Madison, Wisconsin
September 25, 2006
The world's most widely used
organic insecticide, a plucky bacterium known as Bacillus
thuringiensis or Bt for short, requires the assistance of other
microbes to perform its insect-slaying work, a new study has
found.
Writing in the Sept. 26 issue of the
Proceedings of the National
Academy of Sciences (PNAS), a team of researchers from the
University of Wisconsin-Madison
reports that without the help of the native bacteria that
colonize the insect gut, Bt is unable to perform its lethal
work.
The startling new insight into the workings of one of the most
important and environmentally friendly weapons in the human
arsenal against insect pests has significant implications not
only for the control of insects in agriculture, forestry and
human health, but for understanding microbial disease in humans
and other animals.
"The take-home message is that we've shown that the mechanism of
killing for Bacillus thuringiensis is facilitated by the normal
gut community," says Nichole Broderick, a UW-Madison graduate
student and the lead author of the PNAS study. "This is a
mechanism that was not previously known."

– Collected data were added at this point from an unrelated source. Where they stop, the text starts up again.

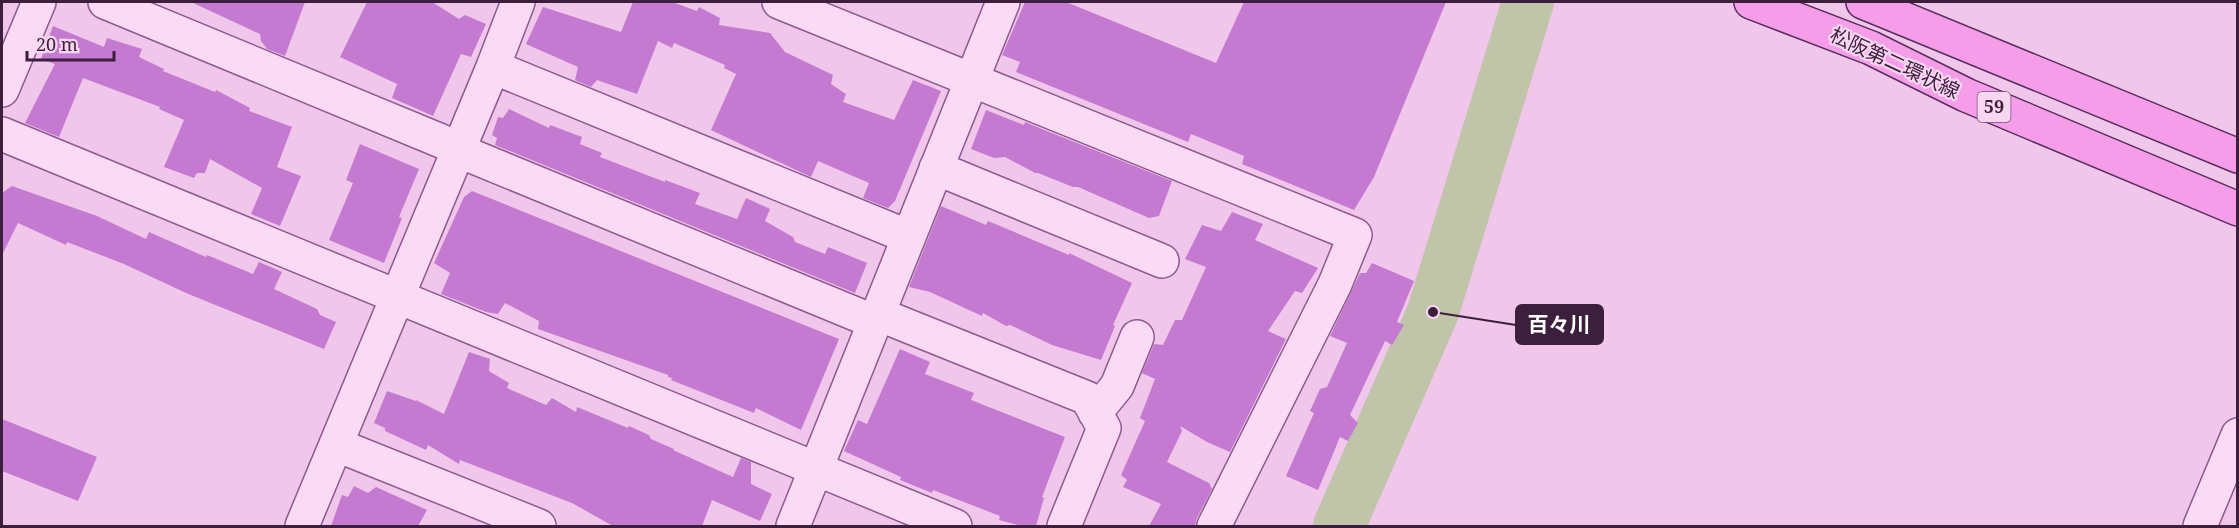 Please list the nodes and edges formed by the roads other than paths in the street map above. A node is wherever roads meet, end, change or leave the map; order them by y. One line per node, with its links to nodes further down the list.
1 (39, 2): 8 (street)
2 (105, 2): 13 (street)
3 (518, 2): 9 (street)
4 (779, 2): 10 (street)
5 (1003, 2): 10 (street)
6 (1751, 2): 16 (main road, 松阪第二環状線 / 59)
7 (1863, 2): 14 (main road, 59)
8 (9, 49): 11 (street)
9 (493, 66): 13 (street); 17 (street)
10 (971, 80): 15 (street); 31 (street)
11 (2, 90)
12 (2, 134): 19 (street)
13 (457, 149): 19 (street); 20 (street)
14 (2238, 156)
15 (936, 168): 17 (street); 18 (street)
16 (2238, 209)
17 (909, 237): 20 (street)
18 (1162, 261)
19 (398, 297): 24 (street); 25 (street)
20 (876, 318): 22 (street); 25 (street)
21 (1137, 336): 22 (street)
22 (1095, 413): 30 (street)
23 (2238, 435): 32 (street)
24 (337, 445): 26 (street); 27 (street)
25 (816, 469): 28 (street); 29 (street)
26 (302, 526)
27 (539, 526)
28 (793, 526)
29 (955, 526)
30 (1064, 526)
31 (1214, 526)
32 (2200, 526) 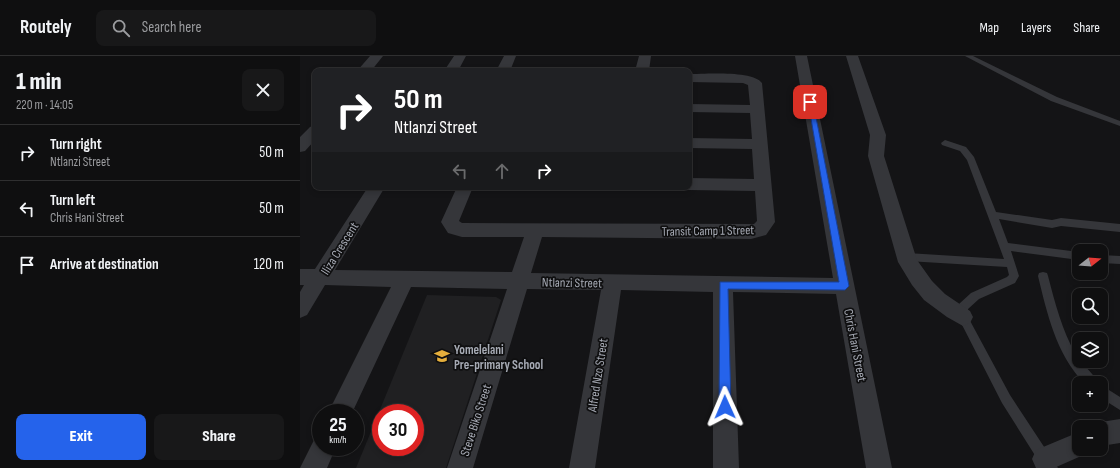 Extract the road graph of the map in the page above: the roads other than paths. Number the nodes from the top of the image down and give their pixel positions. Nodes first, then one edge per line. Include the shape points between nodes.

First discovered in 1911, Bacillus thuringiensis was developed
as a commercially important insecticide in the 1950s. It is by
far the most widely used natural agent to control important
insect pests, and the genes that make Bt's toxic proteins have
been engineered into numerous crop plants. Transgenic crops
using the bacterium's genes are the most prevalent of any
engineered plants, and are planted on millions of acres in the
United States alone.
Although Bt and the toxic proteins it makes have been studied
for decades, how the microbe goes about killing the insects it
infects has been assumed to be a simple toxin-mediated
disruption of the cells that line the insect gut. The damaged
cells, according to the prevailing hypothesis, lead to
starvation. An alternative hypothesis holds that the spread of
the bacterium in infected insects leads to blood poisoning and
death.
"It was one of those assumptions built on assumptions - a
scientific house of cards," explains one of the report's
authors, Jo Handelsman, of the long-held view of Bt's mode of
killing. "What was proposed as a hypothesis in one paper became
cited as proven in another and no one seemed to go back to the
original literature until now."
Handelsman is a Howard Hughes Medical Institute Professor in the
UW-Madison Department of Plant Pathology.
The new work, conducted in the laboratories of Handelsman and
Kenneth F. Raffa, a professor in the UW-Madison Department of
Entomology, demonstrates that Bt requires the presence of other
bacteria to exert its lethal influence.
Virtually all animals, including humans, depend on the interplay
of numerous species of bacteria that, beginning at birth,
routinely colonize the stomach and intestines. The caterpillars
of moths and butterflies, for example, have anywhere from seven
to 20 species of gut bacteria. Humans have between 500 and 1,000
species of micro-flora that take up residence in the intestinal
tract.
"In moths and butterflies, the complexity is much lower than in
mammals, and even some other insects," Broderick explains.
The Wisconsin study was conducted using antibiotics to clear all
of the native bacteria that colonize the guts of gypsy moth
caterpillars. Exposed to Bt, the caterpillars whose intestinal
tracts had been cleared of their native microbial communities
showed none of the agent's toxic effects.
When the insect's microbial gut flora were reestablished, Bt's
insecticidal activity was restored.
To further test their results, the Wisconsin team used a strain
of live E. coli engineered to carry the Bt toxin to infect
caterpillars, a lethal treatment whether or not the insect gut
contained its normal complement of microbes. However, if the
engineered E. coli was killed before administration, it killed
only those caterpillars whose microbial gut flora were intact.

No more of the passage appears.